Ella Fitzgerald: Just One of Those Things is the latest in a slew of solid if not particularly groundbreaking music documentaries celebrating the life and legacy of a pioneering artist. The film highlights Fitzgerald’s challenging childhood, her personal and professional struggles and triumphs, and the vocal talents that made her an international star during some turbulent times in American history. But it only soars when Ella sings. Jazz, swing, blues, scat, broadway theater music. It’s easy to understand how she came to be known as “The First Lady of Song” aka “The Queen of Jazz” aka “Lady Ella.”

The documentary begins as Ella’s career did – at the Apollo Theater in Harlem where, in 1934, a teenage Ella performed on stage during amateur night. By 1938, she was a star, catapulted by a little ditty she co-wrote called “A-Tisket, A-Tasket,” backed by the Chick Webb Orchestra. She even managed to make a song called “Chew, Chew Chew (Your Bubblegum)” sound rather cool.
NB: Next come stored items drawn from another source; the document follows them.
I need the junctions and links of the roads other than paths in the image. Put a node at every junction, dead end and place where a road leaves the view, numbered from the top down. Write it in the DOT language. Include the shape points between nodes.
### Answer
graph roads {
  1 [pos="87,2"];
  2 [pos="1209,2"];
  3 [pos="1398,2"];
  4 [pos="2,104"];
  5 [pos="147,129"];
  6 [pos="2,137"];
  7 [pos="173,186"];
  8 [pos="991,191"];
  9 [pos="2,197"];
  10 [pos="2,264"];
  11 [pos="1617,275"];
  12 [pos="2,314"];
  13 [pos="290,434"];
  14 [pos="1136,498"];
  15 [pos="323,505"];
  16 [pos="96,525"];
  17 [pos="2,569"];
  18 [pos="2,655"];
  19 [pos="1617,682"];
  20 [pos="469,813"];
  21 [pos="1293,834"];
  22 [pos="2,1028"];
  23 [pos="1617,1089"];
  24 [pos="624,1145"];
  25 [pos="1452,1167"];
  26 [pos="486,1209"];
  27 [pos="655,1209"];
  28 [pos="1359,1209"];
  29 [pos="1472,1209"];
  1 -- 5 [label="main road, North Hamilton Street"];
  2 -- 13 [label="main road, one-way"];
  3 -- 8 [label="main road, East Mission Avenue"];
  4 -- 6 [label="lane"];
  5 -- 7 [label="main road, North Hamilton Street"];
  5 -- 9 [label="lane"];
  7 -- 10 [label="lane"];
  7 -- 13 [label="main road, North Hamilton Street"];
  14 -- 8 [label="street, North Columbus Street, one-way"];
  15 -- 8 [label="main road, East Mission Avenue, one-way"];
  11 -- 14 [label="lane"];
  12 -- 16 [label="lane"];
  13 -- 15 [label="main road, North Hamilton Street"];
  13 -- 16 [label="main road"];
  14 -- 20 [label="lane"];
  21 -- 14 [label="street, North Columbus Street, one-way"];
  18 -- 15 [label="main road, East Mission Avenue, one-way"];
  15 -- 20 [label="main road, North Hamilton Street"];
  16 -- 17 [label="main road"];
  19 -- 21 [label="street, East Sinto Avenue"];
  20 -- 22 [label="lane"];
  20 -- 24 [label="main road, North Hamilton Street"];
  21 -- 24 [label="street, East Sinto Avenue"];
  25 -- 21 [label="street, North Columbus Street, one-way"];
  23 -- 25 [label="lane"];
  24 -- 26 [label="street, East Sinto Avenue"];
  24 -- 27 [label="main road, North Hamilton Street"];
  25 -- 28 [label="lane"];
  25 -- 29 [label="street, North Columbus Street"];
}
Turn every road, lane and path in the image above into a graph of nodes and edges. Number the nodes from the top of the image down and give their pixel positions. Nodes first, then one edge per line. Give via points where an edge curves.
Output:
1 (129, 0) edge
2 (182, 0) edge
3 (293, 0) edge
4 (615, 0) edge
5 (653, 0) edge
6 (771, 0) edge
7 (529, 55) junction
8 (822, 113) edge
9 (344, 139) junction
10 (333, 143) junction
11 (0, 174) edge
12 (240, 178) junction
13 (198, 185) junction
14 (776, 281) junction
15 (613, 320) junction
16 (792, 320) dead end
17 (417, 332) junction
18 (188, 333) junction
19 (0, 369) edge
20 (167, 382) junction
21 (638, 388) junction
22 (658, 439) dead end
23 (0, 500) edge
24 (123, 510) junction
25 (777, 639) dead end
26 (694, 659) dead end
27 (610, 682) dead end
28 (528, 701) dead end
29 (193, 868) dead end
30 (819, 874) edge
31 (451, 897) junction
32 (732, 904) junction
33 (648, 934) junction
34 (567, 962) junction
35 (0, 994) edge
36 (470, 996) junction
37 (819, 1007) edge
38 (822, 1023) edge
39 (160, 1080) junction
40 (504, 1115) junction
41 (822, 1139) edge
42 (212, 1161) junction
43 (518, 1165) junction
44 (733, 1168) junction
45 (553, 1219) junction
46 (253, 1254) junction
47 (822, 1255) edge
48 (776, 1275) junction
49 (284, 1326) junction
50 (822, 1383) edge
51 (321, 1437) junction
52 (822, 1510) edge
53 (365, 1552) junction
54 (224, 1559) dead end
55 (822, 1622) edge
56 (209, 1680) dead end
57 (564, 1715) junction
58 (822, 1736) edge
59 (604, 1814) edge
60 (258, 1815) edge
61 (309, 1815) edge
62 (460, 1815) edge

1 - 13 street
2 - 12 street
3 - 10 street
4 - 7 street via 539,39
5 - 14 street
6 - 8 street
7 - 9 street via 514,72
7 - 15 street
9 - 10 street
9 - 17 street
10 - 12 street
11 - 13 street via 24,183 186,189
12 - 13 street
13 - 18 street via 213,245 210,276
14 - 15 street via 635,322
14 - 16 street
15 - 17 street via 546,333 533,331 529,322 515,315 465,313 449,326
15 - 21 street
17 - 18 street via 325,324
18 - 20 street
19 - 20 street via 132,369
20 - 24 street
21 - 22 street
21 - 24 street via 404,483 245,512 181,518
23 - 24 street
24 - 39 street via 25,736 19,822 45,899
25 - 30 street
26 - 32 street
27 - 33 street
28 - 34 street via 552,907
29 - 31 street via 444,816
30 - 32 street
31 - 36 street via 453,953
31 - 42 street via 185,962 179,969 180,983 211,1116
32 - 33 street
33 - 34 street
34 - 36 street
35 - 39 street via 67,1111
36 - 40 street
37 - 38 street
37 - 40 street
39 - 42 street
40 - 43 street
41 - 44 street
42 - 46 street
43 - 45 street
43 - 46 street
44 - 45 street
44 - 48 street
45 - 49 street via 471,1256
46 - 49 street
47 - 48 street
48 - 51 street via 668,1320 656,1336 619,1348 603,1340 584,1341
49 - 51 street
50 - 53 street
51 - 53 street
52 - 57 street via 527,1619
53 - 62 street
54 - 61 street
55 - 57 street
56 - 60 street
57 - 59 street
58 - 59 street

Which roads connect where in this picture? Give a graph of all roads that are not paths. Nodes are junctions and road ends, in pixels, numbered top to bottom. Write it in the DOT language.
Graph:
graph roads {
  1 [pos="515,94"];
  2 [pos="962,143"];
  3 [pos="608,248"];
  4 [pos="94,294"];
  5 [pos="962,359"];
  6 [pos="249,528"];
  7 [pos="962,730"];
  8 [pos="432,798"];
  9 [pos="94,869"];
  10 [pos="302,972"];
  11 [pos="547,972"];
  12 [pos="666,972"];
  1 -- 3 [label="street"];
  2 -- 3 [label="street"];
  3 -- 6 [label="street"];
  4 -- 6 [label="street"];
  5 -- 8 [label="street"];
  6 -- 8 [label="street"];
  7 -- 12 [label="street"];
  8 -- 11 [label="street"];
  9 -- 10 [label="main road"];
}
The film features archival footage, photos and recordings as well as interviews with a variety of people who knew or were influenced by Ella, including Smokey Robinson, Tony Bennett, 99-year-old dancer Norma “The Queen of Swing” Miller, English jazz-pop musician Jamie Cullum, and her son Ray Brown Jr.

I was surprised how many tunes I recognized throughout the 89-minute documentary. Ella built quite the repertoire over the course of six decades. The film skirts over a lot of her personal life and (based on a quick Wikipedia read) leaves out some rather interesting details. But it does provide a few insightful nuggets, from Brown in particular, and also from a radio interview that never aired. In it, she takes a rare opportunity to vent about race relations and how embarrassing it was for the country that black musicians couldn’t perform in the South, yet they were welcomed with open arms around the world. Embarrassing indeed.

Ella Fitzgerald died in 1996 at the age of 79. The release of the documentary coincides with the celebration of Jazz Heritage Month and serves as a fitting reminder of her place in music history.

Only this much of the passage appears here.